Further studies by Madhura et al. [14] examined the viability of using AM polymer composite tooling in the automotive industry. The study employs both experimental and numerical methods to assess the performance of glass fibre-reinforced polycarbonate (GF-PC) AM polymer tooling for stamping 1.5 mm thick HSS 590 steel sheets. The experimental phase involved conducting sheet metal stamping tests with GF-PC tooling, and evaluating its performance based on tool deformation and the accuracy of the stamped parts. Complementing the experiments, finite element simulations of the stamping process were performed, accurately replicating the observed tool deformations by incorporating anisotropic material models. These simulations also proved effective in optimising the process parameters to achieve the desired final part geometry. The findings indicate that GF-PC AM polymer composite tooling is well-suited for low-volume production.

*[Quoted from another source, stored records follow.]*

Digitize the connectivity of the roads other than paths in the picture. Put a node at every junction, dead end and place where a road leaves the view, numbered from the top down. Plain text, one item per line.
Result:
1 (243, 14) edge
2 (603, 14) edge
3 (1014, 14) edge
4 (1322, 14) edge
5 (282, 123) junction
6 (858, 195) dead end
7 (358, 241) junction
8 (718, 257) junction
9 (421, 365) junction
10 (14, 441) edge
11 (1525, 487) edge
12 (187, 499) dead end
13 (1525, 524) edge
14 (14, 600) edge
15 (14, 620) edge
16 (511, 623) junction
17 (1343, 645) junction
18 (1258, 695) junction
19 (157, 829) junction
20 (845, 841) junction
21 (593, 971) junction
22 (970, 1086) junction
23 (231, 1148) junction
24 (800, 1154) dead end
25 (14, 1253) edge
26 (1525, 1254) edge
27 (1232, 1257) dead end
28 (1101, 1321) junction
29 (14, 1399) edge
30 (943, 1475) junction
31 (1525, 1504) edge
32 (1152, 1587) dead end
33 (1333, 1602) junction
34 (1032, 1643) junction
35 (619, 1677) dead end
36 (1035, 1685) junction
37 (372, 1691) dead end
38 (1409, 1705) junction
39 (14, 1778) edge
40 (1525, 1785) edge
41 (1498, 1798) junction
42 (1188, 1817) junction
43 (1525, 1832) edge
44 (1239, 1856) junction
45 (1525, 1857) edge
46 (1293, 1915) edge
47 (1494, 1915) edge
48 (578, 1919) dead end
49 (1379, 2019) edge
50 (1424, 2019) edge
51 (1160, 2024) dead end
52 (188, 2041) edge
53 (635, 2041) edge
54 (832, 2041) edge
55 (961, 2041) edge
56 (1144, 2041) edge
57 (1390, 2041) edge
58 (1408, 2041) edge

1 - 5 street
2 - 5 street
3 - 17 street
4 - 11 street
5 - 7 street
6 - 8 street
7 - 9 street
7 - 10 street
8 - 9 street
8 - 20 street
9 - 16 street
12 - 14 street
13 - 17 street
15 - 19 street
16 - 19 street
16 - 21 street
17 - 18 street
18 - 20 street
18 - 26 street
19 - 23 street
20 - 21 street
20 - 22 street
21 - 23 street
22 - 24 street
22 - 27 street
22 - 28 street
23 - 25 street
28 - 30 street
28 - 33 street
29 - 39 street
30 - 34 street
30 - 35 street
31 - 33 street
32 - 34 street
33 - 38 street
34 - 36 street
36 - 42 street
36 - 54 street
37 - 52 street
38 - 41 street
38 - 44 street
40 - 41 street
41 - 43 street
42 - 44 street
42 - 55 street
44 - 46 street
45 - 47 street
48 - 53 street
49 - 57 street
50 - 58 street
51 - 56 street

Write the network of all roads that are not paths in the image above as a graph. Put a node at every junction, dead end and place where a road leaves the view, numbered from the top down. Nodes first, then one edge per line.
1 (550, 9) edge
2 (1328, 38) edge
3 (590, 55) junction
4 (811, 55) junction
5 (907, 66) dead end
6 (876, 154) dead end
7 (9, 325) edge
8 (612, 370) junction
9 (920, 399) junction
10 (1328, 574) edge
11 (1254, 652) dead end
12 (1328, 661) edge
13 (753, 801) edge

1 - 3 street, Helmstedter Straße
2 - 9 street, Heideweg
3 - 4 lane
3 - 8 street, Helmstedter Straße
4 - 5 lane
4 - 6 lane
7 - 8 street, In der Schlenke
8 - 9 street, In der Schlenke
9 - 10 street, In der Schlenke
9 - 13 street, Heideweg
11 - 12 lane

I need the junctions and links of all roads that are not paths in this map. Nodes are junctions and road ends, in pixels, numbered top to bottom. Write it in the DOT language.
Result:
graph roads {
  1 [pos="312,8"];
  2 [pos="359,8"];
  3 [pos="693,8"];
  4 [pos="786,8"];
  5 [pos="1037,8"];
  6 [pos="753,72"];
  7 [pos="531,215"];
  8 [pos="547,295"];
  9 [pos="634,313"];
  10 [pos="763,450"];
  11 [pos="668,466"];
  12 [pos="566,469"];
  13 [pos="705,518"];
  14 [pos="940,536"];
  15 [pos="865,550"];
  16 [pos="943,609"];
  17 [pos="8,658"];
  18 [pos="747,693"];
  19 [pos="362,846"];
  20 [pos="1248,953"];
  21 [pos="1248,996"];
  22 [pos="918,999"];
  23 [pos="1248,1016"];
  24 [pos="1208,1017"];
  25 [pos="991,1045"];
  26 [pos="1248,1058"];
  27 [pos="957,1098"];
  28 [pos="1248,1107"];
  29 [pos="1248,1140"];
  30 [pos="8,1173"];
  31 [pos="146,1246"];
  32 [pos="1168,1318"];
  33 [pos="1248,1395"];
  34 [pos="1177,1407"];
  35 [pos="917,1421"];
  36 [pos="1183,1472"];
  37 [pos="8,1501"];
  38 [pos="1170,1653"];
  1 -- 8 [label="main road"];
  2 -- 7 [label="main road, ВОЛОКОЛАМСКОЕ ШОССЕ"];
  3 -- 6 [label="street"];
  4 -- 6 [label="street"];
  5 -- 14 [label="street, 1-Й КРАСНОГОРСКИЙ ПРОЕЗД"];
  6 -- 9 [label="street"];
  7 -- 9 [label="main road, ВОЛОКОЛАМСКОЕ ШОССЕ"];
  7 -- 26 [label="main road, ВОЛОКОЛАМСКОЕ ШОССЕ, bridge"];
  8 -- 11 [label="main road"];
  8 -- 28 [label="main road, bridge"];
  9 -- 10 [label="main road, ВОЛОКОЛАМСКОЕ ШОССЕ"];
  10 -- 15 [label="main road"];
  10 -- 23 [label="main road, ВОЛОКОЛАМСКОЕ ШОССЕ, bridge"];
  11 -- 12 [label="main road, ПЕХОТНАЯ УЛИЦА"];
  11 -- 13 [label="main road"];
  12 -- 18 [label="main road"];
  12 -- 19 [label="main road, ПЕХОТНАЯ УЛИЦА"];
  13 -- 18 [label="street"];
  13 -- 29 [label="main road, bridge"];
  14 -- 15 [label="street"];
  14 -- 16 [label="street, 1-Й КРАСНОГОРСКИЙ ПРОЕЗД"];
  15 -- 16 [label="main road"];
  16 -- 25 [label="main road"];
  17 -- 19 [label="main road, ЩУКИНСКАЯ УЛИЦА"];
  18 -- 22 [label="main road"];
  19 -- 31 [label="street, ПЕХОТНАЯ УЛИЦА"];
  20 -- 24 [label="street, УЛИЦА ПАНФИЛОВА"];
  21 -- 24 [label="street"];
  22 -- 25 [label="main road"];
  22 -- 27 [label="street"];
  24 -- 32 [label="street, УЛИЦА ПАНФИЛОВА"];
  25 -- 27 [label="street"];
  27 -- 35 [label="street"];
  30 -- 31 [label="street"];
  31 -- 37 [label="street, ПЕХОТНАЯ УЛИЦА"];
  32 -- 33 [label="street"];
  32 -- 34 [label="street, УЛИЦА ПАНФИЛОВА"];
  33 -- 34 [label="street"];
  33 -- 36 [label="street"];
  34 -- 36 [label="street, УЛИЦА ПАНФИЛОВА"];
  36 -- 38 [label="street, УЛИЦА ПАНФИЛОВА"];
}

Similarly, Nakamura et al. [15] investigated the feasibility of using plastic tools, created via MEX, in sheet metal forming processes. Both aluminium and steel sheets were subjected to V-bending and deep drawing using these plastic tools. The study found that the dimensional accuracy of sheets bent with plastic tools was inferior to that achieved with steel tools, primarily due to the lower stiffness of the plastic. This accuracy further declined with an increase in the flow stress of the sheet material. To address this issue, the stiffness of the plastic tools was enhanced by reinforcing them with steel bars, resulting in the improved dimensional accuracy of the bent sheets. Additionally, modifications to the tool shapes effectively corrected for both the springback of the sheets and the elastic deformation of the plastic tools. The research also explored the deep drawability of a cylindrical cup using a plastic die, demonstrating the practical applications and potential adjustments required for plastic tooling in metal forming processes.

In a related study, Nakamura et al. [16] examined the application of plastic punches and dies, produced via the MEX process, for the V-bending of sheet metals. The research highlights the advantages of plastic tools in terms of a lower production time and cost compared to traditional steel tools, despite the significantly lower yield stress and Young’s modulus of plastic. The study examines the dimensional accuracy of bent sheets produced using these plastic tools. To enhance the accuracy, a combination of a steel punch and a plastic die was tested. The findings reveal that while the plastic tools experience substantial elastic deformation during the forming process, the springback effect is nearly identical to that observed with steel tools. This suggests that plastic tools, despite their limitations, are effective for bending sheet metals.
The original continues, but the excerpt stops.